• _TASK PROMPT_:
Print the whole listing, keeping every line exactly as given.

• _TASK MATERIAL_:
####

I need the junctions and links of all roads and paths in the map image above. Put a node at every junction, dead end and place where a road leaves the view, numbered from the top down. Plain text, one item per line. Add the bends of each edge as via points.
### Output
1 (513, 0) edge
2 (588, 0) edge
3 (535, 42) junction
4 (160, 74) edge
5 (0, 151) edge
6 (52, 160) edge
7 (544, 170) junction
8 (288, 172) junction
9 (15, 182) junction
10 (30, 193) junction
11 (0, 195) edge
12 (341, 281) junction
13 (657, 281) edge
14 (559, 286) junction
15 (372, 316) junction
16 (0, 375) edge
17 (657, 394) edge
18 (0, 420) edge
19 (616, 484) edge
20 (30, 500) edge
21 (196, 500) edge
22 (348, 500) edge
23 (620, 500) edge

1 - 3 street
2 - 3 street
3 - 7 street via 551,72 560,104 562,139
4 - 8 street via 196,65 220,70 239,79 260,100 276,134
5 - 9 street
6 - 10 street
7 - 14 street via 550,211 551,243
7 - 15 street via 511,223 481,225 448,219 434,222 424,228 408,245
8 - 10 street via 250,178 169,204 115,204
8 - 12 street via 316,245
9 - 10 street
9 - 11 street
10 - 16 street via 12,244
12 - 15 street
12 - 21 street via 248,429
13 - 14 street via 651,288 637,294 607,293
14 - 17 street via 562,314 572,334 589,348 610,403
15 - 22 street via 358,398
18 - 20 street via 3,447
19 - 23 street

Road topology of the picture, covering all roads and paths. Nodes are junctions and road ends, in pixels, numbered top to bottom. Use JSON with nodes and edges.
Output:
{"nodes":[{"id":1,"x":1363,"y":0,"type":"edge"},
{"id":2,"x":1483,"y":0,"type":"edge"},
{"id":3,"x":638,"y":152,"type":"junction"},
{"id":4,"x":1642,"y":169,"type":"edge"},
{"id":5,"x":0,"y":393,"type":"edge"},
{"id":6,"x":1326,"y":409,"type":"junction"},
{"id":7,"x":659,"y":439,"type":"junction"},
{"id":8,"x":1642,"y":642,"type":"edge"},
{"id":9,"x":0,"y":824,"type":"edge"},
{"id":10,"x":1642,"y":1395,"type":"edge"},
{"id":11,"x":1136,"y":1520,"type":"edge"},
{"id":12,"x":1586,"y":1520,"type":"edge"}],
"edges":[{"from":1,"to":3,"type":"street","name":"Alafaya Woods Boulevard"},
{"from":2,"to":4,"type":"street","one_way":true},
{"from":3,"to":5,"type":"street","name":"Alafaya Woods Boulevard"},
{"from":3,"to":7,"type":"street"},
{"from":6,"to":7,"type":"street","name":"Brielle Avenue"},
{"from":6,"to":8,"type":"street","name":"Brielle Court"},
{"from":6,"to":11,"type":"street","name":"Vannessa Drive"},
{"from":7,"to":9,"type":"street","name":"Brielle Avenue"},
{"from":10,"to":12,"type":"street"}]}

####

• _EXERCISE ANSWER_:
I need the junctions and links of all roads and paths in the map image above. Put a node at every junction, dead end and place where a road leaves the view, numbered from the top down. Plain text, one item per line. Add the bends of each edge as via points.
### Output
1 (513, 0) edge
2 (588, 0) edge
3 (535, 42) junction
4 (160, 74) edge
5 (0, 151) edge
6 (52, 160) edge
7 (544, 170) junction
8 (288, 172) junction
9 (15, 182) junction
10 (30, 193) junction
11 (0, 195) edge
12 (341, 281) junction
13 (657, 281) edge
14 (559, 286) junction
15 (372, 316) junction
16 (0, 375) edge
17 (657, 394) edge
18 (0, 420) edge
19 (616, 484) edge
20 (30, 500) edge
21 (196, 500) edge
22 (348, 500) edge
23 (620, 500) edge

1 - 3 street
2 - 3 street
3 - 7 street via 551,72 560,104 562,139
4 - 8 street via 196,65 220,70 239,79 260,100 276,134
5 - 9 street
6 - 10 street
7 - 14 street via 550,211 551,243
7 - 15 street via 511,223 481,225 448,219 434,222 424,228 408,245
8 - 10 street via 250,178 169,204 115,204
8 - 12 street via 316,245
9 - 10 street
9 - 11 street
10 - 16 street via 12,244
12 - 15 street
12 - 21 street via 248,429
13 - 14 street via 651,288 637,294 607,293
14 - 17 street via 562,314 572,334 589,348 610,403
15 - 22 street via 358,398
18 - 20 street via 3,447
19 - 23 street

Road topology of the picture, covering all roads and paths. Nodes are junctions and road ends, in pixels, numbered top to bottom. Use JSON with nodes and edges.
Output:
{"nodes":[{"id":1,"x":1363,"y":0,"type":"edge"},
{"id":2,"x":1483,"y":0,"type":"edge"},
{"id":3,"x":638,"y":152,"type":"junction"},
{"id":4,"x":1642,"y":169,"type":"edge"},
{"id":5,"x":0,"y":393,"type":"edge"},
{"id":6,"x":1326,"y":409,"type":"junction"},
{"id":7,"x":659,"y":439,"type":"junction"},
{"id":8,"x":1642,"y":642,"type":"edge"},
{"id":9,"x":0,"y":824,"type":"edge"},
{"id":10,"x":1642,"y":1395,"type":"edge"},
{"id":11,"x":1136,"y":1520,"type":"edge"},
{"id":12,"x":1586,"y":1520,"type":"edge"}],
"edges":[{"from":1,"to":3,"type":"street","name":"Alafaya Woods Boulevard"},
{"from":2,"to":4,"type":"street","one_way":true},
{"from":3,"to":5,"type":"street","name":"Alafaya Woods Boulevard"},
{"from":3,"to":7,"type":"street"},
{"from":6,"to":7,"type":"street","name":"Brielle Avenue"},
{"from":6,"to":8,"type":"street","name":"Brielle Court"},
{"from":6,"to":11,"type":"street","name":"Vannessa Drive"},
{"from":7,"to":9,"type":"street","name":"Brielle Avenue"},
{"from":10,"to":12,"type":"street"}]}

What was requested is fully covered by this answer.